Give again, exactly as written, each line of the material below starting at the line that contains "ring dip: (275, 244)" and ending at the line that contains "middle dip: (1320, 848)". Both ends count, and no other line does.

_RECORDS FOR THE TASK_
=======

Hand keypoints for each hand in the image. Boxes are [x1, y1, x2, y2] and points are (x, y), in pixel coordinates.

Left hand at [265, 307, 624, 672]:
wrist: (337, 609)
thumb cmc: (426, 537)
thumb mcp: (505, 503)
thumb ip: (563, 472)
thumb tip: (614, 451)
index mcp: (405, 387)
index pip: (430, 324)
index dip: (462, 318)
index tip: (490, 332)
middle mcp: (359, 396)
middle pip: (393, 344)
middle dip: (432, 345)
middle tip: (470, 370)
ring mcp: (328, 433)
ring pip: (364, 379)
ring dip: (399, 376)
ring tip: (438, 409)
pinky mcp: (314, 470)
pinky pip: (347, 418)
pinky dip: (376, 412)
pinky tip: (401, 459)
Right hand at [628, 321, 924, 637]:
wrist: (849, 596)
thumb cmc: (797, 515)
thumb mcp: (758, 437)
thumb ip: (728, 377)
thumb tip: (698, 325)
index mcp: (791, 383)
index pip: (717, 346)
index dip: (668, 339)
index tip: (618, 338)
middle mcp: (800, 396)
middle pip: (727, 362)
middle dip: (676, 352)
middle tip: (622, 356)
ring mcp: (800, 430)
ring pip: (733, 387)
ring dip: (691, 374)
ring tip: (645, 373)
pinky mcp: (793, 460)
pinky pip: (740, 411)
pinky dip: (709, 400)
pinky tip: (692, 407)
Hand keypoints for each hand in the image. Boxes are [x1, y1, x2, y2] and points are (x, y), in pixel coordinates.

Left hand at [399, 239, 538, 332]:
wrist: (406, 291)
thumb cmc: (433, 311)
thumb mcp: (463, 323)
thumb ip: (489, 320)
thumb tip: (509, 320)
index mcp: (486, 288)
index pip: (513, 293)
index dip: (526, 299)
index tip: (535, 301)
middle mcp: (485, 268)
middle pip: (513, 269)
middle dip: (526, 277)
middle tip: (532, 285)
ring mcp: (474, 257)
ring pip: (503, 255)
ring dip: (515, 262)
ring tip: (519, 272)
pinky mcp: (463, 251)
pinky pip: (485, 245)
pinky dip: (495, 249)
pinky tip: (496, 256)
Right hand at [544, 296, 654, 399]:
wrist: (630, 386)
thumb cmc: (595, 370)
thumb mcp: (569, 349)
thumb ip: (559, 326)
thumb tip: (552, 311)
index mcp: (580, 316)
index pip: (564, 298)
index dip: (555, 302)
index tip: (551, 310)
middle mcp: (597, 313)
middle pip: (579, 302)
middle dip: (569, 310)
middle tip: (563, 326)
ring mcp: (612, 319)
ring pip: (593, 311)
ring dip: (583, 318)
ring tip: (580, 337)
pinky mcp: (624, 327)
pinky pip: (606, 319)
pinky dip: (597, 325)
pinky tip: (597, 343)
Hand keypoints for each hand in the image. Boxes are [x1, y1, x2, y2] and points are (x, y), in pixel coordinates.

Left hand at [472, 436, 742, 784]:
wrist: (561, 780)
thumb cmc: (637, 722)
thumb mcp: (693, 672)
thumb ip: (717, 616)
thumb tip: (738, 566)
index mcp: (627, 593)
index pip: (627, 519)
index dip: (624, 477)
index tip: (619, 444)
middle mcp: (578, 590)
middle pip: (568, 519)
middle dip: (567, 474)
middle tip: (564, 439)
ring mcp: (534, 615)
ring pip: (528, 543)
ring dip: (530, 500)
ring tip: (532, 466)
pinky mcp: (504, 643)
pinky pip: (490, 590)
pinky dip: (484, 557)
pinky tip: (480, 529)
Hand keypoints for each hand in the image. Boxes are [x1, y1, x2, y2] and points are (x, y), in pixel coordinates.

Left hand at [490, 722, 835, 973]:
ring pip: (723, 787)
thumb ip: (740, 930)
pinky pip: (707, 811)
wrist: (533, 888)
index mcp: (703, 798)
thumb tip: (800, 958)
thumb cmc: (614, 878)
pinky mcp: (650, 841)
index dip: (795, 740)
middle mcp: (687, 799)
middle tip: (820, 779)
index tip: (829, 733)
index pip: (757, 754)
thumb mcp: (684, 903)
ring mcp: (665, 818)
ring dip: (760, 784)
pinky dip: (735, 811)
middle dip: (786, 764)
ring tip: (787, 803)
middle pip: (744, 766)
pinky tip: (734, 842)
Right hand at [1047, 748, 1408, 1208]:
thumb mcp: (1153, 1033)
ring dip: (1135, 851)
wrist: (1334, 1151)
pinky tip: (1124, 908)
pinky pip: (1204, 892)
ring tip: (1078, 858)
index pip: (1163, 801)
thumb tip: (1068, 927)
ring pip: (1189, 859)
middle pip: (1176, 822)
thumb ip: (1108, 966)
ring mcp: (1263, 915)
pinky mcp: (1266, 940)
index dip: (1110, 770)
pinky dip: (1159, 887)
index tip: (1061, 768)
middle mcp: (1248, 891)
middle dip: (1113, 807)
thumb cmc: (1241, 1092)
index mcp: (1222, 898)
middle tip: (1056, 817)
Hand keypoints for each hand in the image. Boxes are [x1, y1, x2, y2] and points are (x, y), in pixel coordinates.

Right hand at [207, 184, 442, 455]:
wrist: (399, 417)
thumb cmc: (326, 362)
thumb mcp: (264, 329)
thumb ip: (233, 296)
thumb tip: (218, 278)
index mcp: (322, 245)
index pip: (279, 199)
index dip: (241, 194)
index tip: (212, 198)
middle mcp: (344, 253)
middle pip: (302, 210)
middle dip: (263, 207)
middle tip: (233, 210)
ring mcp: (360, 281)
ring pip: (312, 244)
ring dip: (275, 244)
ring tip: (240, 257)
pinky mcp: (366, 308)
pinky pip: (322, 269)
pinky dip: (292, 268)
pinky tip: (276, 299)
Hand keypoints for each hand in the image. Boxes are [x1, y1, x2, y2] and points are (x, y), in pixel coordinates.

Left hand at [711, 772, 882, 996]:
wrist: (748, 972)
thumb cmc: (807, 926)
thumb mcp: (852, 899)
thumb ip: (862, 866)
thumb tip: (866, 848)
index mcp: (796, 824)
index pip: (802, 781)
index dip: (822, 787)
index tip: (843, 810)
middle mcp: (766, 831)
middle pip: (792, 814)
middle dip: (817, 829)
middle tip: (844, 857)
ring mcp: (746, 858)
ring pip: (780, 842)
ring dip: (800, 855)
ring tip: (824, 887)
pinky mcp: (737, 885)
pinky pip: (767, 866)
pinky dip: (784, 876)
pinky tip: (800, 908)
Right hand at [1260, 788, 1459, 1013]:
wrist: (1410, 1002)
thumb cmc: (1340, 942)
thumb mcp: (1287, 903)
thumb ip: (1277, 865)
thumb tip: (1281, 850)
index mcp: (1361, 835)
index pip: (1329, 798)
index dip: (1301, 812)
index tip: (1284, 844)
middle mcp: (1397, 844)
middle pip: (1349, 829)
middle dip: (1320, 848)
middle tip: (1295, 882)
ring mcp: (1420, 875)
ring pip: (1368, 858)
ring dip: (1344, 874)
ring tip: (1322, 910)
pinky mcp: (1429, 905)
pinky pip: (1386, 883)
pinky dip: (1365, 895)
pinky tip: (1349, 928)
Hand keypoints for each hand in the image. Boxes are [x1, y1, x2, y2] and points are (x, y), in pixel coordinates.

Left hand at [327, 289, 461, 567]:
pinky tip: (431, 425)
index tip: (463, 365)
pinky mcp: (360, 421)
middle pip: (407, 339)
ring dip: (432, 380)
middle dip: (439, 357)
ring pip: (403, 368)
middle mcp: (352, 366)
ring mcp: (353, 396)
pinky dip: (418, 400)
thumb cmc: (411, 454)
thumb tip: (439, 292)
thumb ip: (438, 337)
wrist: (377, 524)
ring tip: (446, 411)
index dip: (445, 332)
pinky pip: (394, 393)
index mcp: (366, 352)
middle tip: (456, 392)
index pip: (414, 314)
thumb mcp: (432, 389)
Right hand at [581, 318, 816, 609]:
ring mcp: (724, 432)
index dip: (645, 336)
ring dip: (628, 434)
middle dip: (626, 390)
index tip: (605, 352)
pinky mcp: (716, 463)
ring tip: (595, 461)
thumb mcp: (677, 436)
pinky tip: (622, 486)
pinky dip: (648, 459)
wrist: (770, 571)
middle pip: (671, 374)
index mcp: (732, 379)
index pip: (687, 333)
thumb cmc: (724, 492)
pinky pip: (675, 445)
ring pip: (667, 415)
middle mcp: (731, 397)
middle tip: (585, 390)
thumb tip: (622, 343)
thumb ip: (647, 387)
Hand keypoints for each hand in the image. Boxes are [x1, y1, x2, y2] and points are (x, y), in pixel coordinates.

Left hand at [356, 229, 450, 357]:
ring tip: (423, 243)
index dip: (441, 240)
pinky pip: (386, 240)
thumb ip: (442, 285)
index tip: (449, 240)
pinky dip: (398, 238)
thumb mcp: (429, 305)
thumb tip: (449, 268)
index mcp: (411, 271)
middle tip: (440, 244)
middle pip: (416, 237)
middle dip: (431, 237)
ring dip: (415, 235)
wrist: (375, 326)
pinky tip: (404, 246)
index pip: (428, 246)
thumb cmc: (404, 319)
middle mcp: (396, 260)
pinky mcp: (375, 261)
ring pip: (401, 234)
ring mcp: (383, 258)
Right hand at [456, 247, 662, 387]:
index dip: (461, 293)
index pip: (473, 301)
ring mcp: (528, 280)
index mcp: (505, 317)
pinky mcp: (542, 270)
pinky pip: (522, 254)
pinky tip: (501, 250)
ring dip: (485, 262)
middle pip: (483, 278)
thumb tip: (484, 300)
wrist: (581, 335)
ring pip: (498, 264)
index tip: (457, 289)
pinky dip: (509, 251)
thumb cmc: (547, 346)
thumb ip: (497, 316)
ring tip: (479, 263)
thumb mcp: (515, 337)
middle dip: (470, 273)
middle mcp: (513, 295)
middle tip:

=======

_PROBLEM SOLUTION_
ring dip: (275, 244)
ring tip: (240, 257)
pinky mcp: (366, 308)
pinky pip: (322, 269)
pinky dip: (292, 268)
pinky tip: (276, 299)
Hand keypoints for each hand in the image. Boxes are [x1, y1, x2, y2] and points are (x, y), in pixel coordinates.

Left hand at [711, 772, 882, 996]:
wrist: (748, 972)
thumb cmc: (807, 926)
thumb mcp: (852, 899)
thumb ip: (862, 866)
thumb tip: (866, 848)
index mcp: (796, 824)
index pip: (802, 781)
index dip: (822, 787)
index tip: (843, 810)
middle mcp: (766, 831)
middle pip: (792, 814)
middle dip: (817, 829)
middle tip: (844, 857)
ring mcp: (746, 858)
ring pip: (780, 842)
ring dip: (800, 855)
ring tip: (824, 887)
pinky mcp: (737, 885)
pinky pip: (767, 866)
pinky dip: (784, 876)
pinky tip: (800, 908)
Right hand at [1260, 788, 1459, 1013]:
wrist: (1410, 1002)
thumb cmc: (1340, 942)
thumb mcp: (1287, 903)
thumb ip: (1277, 865)
thumb tip: (1281, 850)
index mcp: (1361, 835)
index pip: (1329, 798)
index dip: (1301, 812)
index tip: (1284, 844)
middle mcp: (1397, 844)
middle pip: (1349, 829)
middle dip: (1320, 848)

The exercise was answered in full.